Nun ging es an die Besetzung der restlichen 4 stimmberechtigten JHA-Mitglieder, welche von den Jugend- und Wohlfahrtsverbänden vorzuschlagen sind. Zu Beginn der Wahlperiode (1991) waren sämtliche dieser Verbände angeschrieben worden und hatten ihre Vertreter bis zum Ende der Wahlperiode (1996) benannt. Anstatt für die Neubesetzung auf diese Vorschlagsliste zurückzugreifen, setzte die Verwaltung am 21.8.93 eine (wie alle amtlichen Bekanntmachungen) kleingedruckte Anzeige in die WZ, in der die Jugendverbände mit einer Frist von 14 Tagen aufgefordert wurden, ihre Vorschläge für die vier zusätzlichen stimmberechtigten Mitglieder des JHA beim Jugendamt einzureichen. Mancher Verband, der um die erforderliche Neubesetzung wusste und dem diese Anzeige entgangen war, ging davon aus, daß die alte Vorschlagsliste noch Gültigkeit besaß. Das Jugendamt begründete die Vorgehensweise mit zu hohem Kosten- und Personalaufwand für einzelne Anschreiben. Im Nachhinein stellte sich heraus, daß die Wohlfahrtsverbände sehr wohl Post erhalten hatten – der Anzeigentext richtete sich nur an die Jugendverbände.

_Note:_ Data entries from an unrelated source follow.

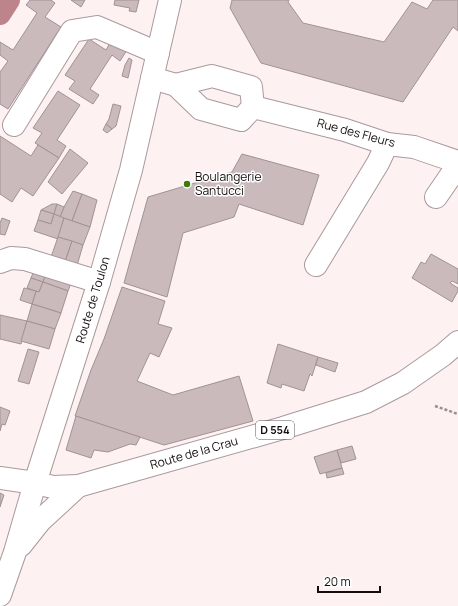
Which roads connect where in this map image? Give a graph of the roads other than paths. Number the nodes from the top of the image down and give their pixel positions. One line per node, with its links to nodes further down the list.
1 (170, 0): 2 (main road, Route de Toulon)
2 (158, 53): 3 (main road, Route de Toulon); 6 (main road)
3 (152, 78): 4 (main road); 12 (main road, Route de Toulon)
4 (176, 85): 5 (main road); 5 (main road)
5 (254, 106): 7 (main road, Rue des Fleurs)
6 (14, 125)
7 (386, 144): 8 (main road, Rue des Fleurs); 11 (main road)
8 (458, 164): 9 (main road)
9 (436, 196)
10 (0, 262): 12 (main road)
11 (316, 265)
12 (99, 282): 15 (main road, Route de Toulon)
13 (458, 342): 16 (main road, Route de la Crau / D 554)
14 (0, 478): 15 (main road, Route de la Crau)
15 (35, 483): 16 (main road, Route de la Crau / D 554); 17 (main road, Route de Toulon)
16 (78, 486): 17 (main road, Route de la Crau)
17 (15, 552): 18 (main road, Route de Toulon)
18 (0, 595)

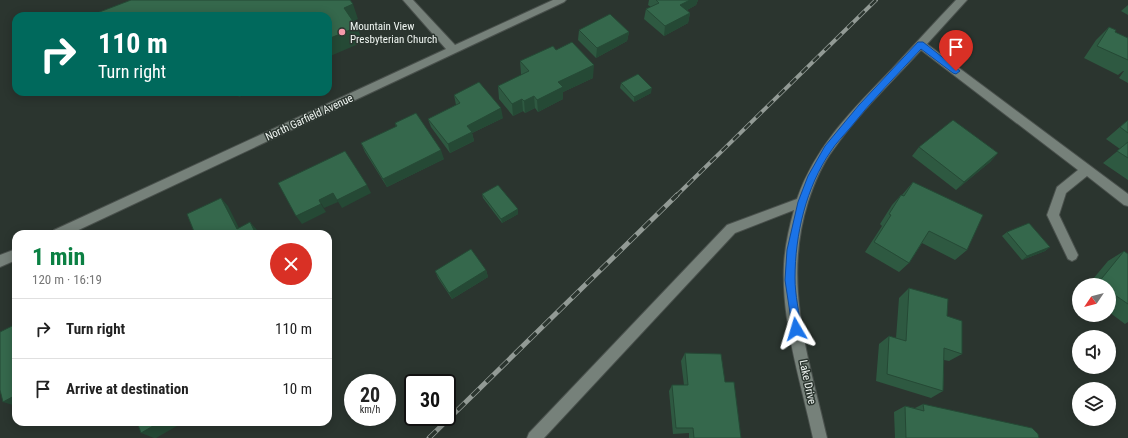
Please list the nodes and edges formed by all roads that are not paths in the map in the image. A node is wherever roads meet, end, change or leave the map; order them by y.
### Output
1 (408, 0) edge
2 (561, 0) edge
3 (962, 0) edge
4 (920, 44) junction
5 (452, 50) junction
6 (1086, 170) junction
7 (1128, 201) edge
8 (802, 202) junction
9 (67, 230) edge
10 (1072, 255) dead end
11 (12, 256) edge
12 (0, 261) edge
13 (534, 438) edge
14 (820, 438) edge

1 - 5 street
2 - 5 street, North Garfield Avenue
3 - 4 street, Lake Drive
4 - 6 street
4 - 8 street, Lake Drive
5 - 9 street, North Garfield Avenue
6 - 7 street
6 - 10 street
8 - 13 street
8 - 14 street, Lake Drive
11 - 12 street

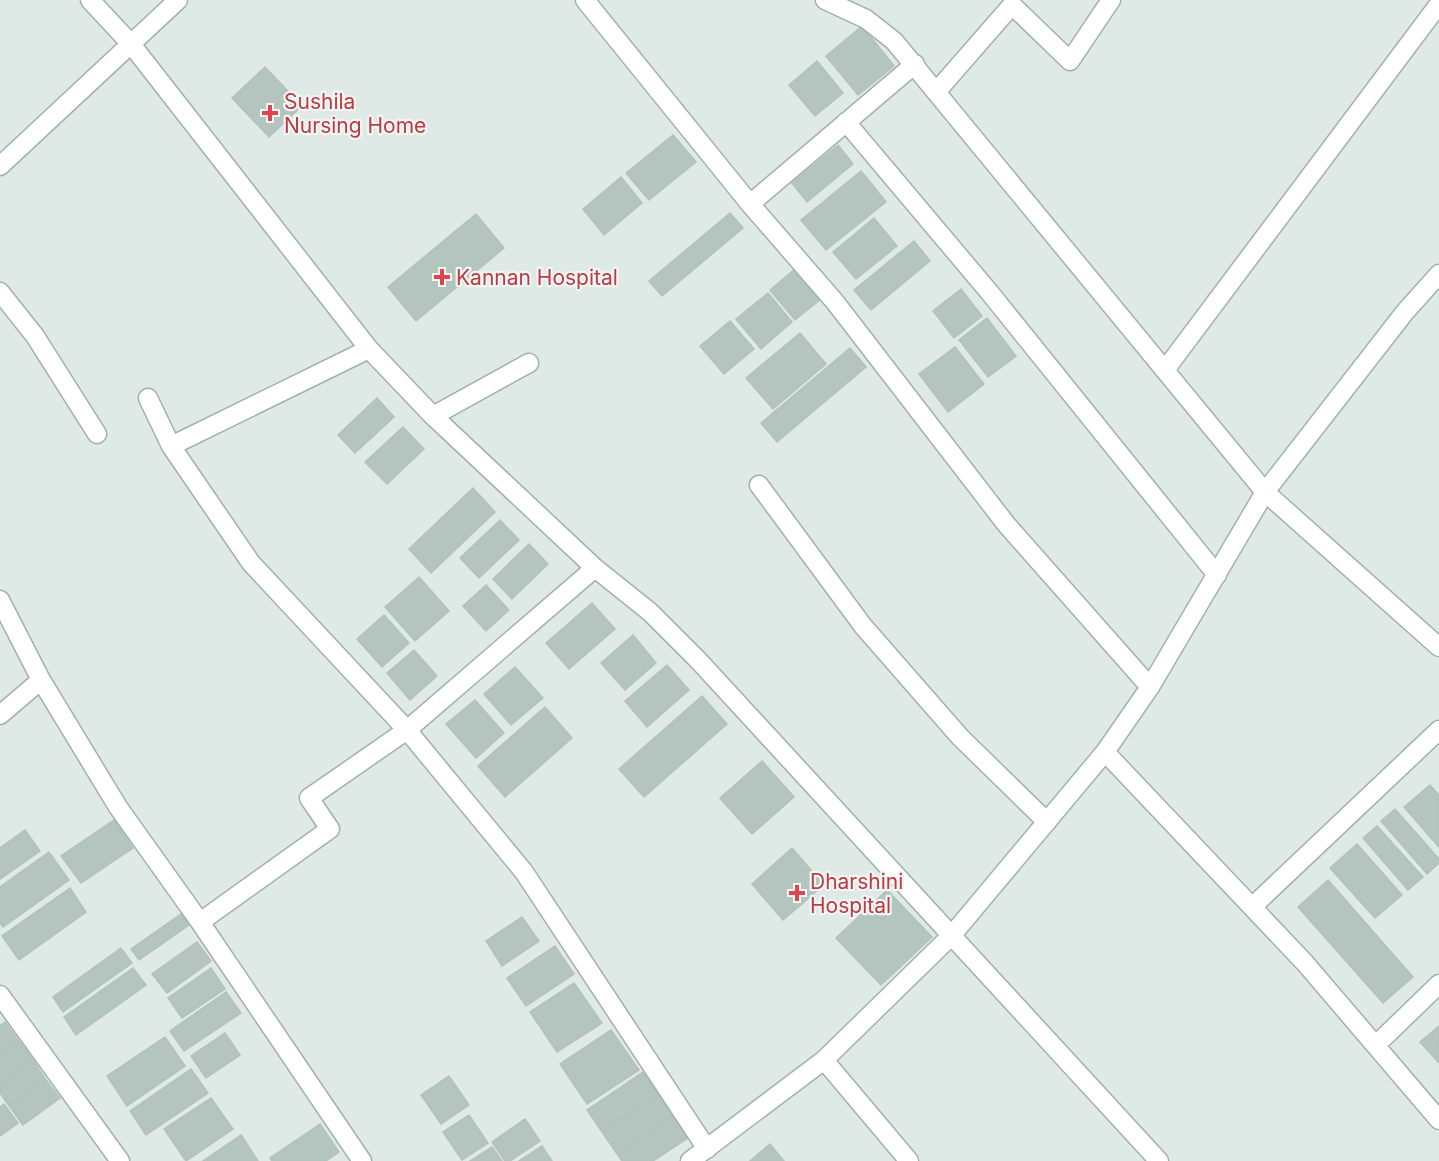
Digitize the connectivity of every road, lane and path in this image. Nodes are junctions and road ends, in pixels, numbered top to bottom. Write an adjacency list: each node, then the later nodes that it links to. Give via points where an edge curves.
1 (90, 0): 7 (street)
2 (178, 0): 7 (street)
3 (585, 0): 12 (street)
4 (825, 0): 8 (street, via 866,19)
5 (1111, 0): 9 (street, via 1070,61 1012,5)
6 (1439, 4): 17 (street)
7 (131, 44): 11 (street); 15 (street)
8 (915, 64): 9 (street); 10 (street)
9 (937, 92): 17 (street)
10 (846, 122): 12 (street); 25 (street, via 990,293)
11 (0, 166)
12 (750, 204): 29 (street, via 836,302 1006,524)
13 (1439, 274): 23 (street)
14 (0, 292): 20 (street, via 35,336)
15 (369, 349): 19 (street); 21 (street)
16 (529, 363): 19 (street)
17 (1165, 370): 23 (street)
18 (148, 398): 21 (street)
19 (433, 416): 24 (street)
20 (97, 434)
21 (171, 446): 31 (street, via 251,563)
22 (759, 485): 34 (street, via 863,626 960,737)
23 (1265, 492): 25 (street); 27 (street)
24 (595, 568): 31 (street); 37 (street, via 650,612 698,660)
25 (1217, 575): 29 (street)
26 (0, 600): 28 (street)
27 (1439, 647)
28 (41, 680): 30 (street); 36 (street, via 118,807)
29 (1150, 687): 33 (street)
30 (0, 716)
31 (407, 730): 36 (street, via 309,798 330,829); 43 (street, via 524,872)
32 (1439, 730): 35 (street)
33 (1105, 752): 34 (street); 35 (street)
34 (1047, 822): 37 (street)
35 (1252, 906): 40 (street)
36 (200, 922): 45 (street)
37 (952, 935): 41 (street); 48 (street)
38 (1439, 984): 40 (street)
39 (0, 995): 44 (street)
40 (1376, 1046): 42 (street)
41 (824, 1060): 43 (street); 47 (street)
42 (1439, 1120)
43 (707, 1149): 46 (street)
44 (120, 1161)
45 (362, 1161)
46 (690, 1161)
47 (909, 1161)
48 (1159, 1161)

Klammheimlich oder einfach peinlich?

Mitte November 93 entschied der Rat endlich über die gesamte Neubesetzung des JHA. Üblicherweise werden ausscheidende Mitglieder des Rates und seiner Ausschüsse offiziell verabschiedet oder erhalten zumindest entsprechende postalische Mitteilungen. Dieter Meisel hatte als DGB-Jugendvertreter sieben Jahre lang dem Ausschuß angehört und durch engagierte Mitarbeit und regelmäßige Präsenz seine Eignung sowie sein Interesse als Mitglied des JHA bewiesen. Zu recht .ging er davon aus, bei der Neubesetzung automatisch berücksichtigt zu werden. Auch der DGB hatte keine schriftliche Aufforderung zur Neubenennung eines Jugendvertreters erhalten, sodaß der 1991 für die 5jährige Wahlperiode eingereichte Vorschlag für den Verband weiterhin Gültigkeit besaß.
Durch die beschriebene Vorgehensweise von Rat und Verwaltung flog MeiseI im November einfach aus dem JHA raus. Bis heute ist weder er noch der DGB hierüber schriftlich benachrichtigt worden.
Die gesamte Neubesetzung ist aus Sicht engagierter Jugendverbände ein Fiasko. Mit einem weiteren Schachzug gelang es, unter den stimmberechtigten Mitgliedern den 3/5-Anteil Ratsmitglieder / Jugendhilfe-erfahrene Personen im Verhältnis von 4:2 auf 5: 1 zu verschieben: der Grünen Fraktion wurde ein stimmberechtigter Sitz angeboten, den diese natürlich annahm – nicht wissend, dass diese Besetzung auf Kosten eines Jugendhilfe-erfahrenen Mitglieds erfolgte.
Den 2/5-Anteil der VerbandsvertreterInnen stellen nun, entgegen der Festsetzung in §3 AG KJHG (und dem Satzungsentwurf vom Juni), nicht paritätisch 2 Jugend- und 2 WohlfahrtsverbandsvertreterInnen, sondern 3 aus Wohlfahrtsverbänden und 1 aus einem Jugendverband – und zwar der Sportjugend, die ohnehin allerorten Unterstützung erfährt und keine klassische Jugendvertretung darstellt wie z. B. die Arbeiterjugend (die DGB-Jugend mit derzeit über 1.000 Mitgliedern ist seit 1946 in der Stadt aktiv) oder SOS-Jugendberatung/ Kinderdorf.

DGB-Protest

Anfang Dezember 93 erging ein Protestschreiben des DGB an Oberstadtdirektor Schreiber, in dem unter Auflistung der geschilderten Mißstände die ordnungsgemäße Neubildung des JHA nach dem AG KJHG angezweifelt und um entsprechende Prüfung gebeten wurde. Andernfalls wurde die Heranziehung der Kommunalaufsicht angekündigt.
In seiner jetzt vorliegenden Antwort bezieht Schreiber sich nur auf das Bundes-KJHG. Im Gegensatz zum AG KJHG und der städtischen Satzung gibt dieses, wie oben dargestellt, nur die Rahmenvorgaben her, die in Wilhelmshaven wohl – aus Sicht der Kinder- und Jugendhilfe – schlechtestmöglich ausgeschöpft wurden.
Immerhin wurde Dieter Meisel (für die DGB-Jugend) auf Initiative der Wohlfahrtsverbände zwischenzeitlich (Ratssitzung vom 19.1.94) als Stellvertreter für den Sitz der Arbeiterwohlfahrt benannt.